One afternoon I was explaining the passive tense of verbs, and I used an example that came to mind from American culture. I asked them if they knew who was nominated by the two main parties to run for president. "John Kerry was nominated by the Democratic Party, and George Bush was nominated by the Republicans," replied one of the brightest in the class, a veiled Muslim engineering student named Rahaf. "Very good," I said. "Now, who do you think will be elected?" "Bush," cried several of the students at once, smiling. Abandoning my lesson plan for the moment, but curious at this sudden display of interest in the election, I ventured: "Who do you want to win?" "Bush," said Rahaf, while a number of others nodded in solid agreement. I pressed them further for a few minutes, asking individual students why they liked Bush. The same ideas came up again and again: he is a strong leader, an honest man, and, most of all, a believer. Like the winning margin of American voters this year, these Middle Easterners related to Bush's sense of religious conviction and his confident steering of a nation and culture they admired.

And the next paragraph brought up one of the things that bugged the crap out of me during the election campaign.

"But doesn't he scare you?" I asked finally, unable to contain my personal feelings and throwing the lesson plan out the window. "Because of Bush's ideas many people in my country think that all of you are terrorists." Rahaf and most of the others just shrugged. Maybe that was all true, they said, but he was still a good president.

Bush has never tried to make me hate Arabs or convince me they're all terrorists. If you think all muslims are terrorists, you already had some personal issues beforehand, and Bush didn't make anyone hate Arabs.
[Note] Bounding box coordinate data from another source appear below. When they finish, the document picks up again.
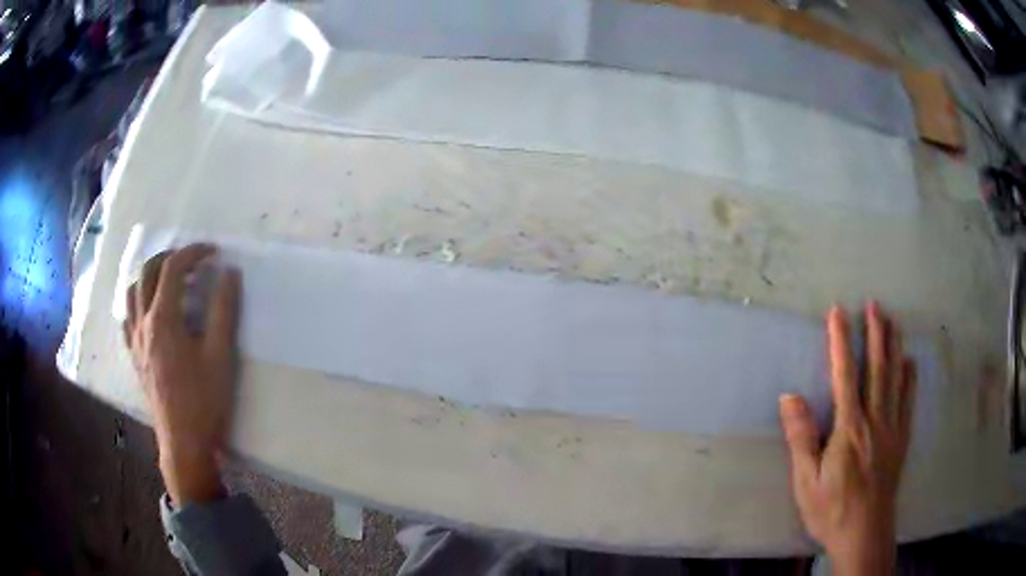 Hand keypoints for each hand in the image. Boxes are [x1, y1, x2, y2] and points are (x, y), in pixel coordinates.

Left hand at [122, 244, 240, 504]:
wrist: (184, 442)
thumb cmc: (204, 401)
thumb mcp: (221, 356)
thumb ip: (224, 310)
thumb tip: (229, 272)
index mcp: (163, 319)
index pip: (173, 268)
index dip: (194, 252)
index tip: (214, 252)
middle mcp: (143, 323)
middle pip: (148, 272)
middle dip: (170, 257)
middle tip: (192, 261)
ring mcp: (135, 340)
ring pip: (132, 292)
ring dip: (149, 275)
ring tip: (168, 280)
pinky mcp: (134, 357)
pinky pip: (127, 318)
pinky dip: (137, 302)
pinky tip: (150, 311)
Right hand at [779, 303, 915, 574]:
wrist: (864, 534)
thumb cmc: (831, 509)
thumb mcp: (806, 481)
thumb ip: (801, 438)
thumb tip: (789, 397)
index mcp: (849, 428)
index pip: (845, 375)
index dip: (841, 342)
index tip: (838, 313)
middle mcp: (875, 420)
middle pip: (877, 369)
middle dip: (875, 334)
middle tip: (875, 304)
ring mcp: (892, 428)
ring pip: (895, 379)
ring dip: (894, 348)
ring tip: (893, 322)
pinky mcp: (901, 440)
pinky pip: (907, 402)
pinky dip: (910, 379)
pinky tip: (910, 363)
There were no posters up with warm things to say such as "The only good raghead is a DEAD raghead!" There were no commercials saying "Join the Marines and waste some sand nigger scum!" I don't hate Arabs, and I know full well that there are only a teeny group of fundamentalists out there that are twisting their religion for their own ends. Leaders that are squandering their countries and sending the message to their citizens that it's the U.S.'s fault. It isn't the people. People are all born with a clean slate, and the ones that are turning them into terrorist 'martyrs' are the ones that we're trying to weed out. Another thing the article points out...

Though Democrats are often quick to criticize their opponents for seeing the issues in stark black and white, "us and them" terms, perhaps they ought to step back from their own obsession with "red" and "blue" dichotomies and recognize this nuance of Middle Eastern reality.

That's what I found ironic during the days after November 2nd. There was all this horseshit flying around the internet about the differences between Bush voters and Kerry voters, and red states and blue states. Things are not always black and white. No, they're red or blue. No shades of purple... just red and blue, and it's the Democrats that are pushing the message. It's moderate "South Park Republicans" like myself who are willing to reach out and talk to those on the left. From my personal experience, it's typically the way-left liberals are the ones that are one-dimensional, intolerant, closed-minded and angry, and anyone who doesn't toe the socialist line is a brainwashed, Nazi follower of Bushitler. Just shut up and get over it already. Especially you, Jesse Jackson.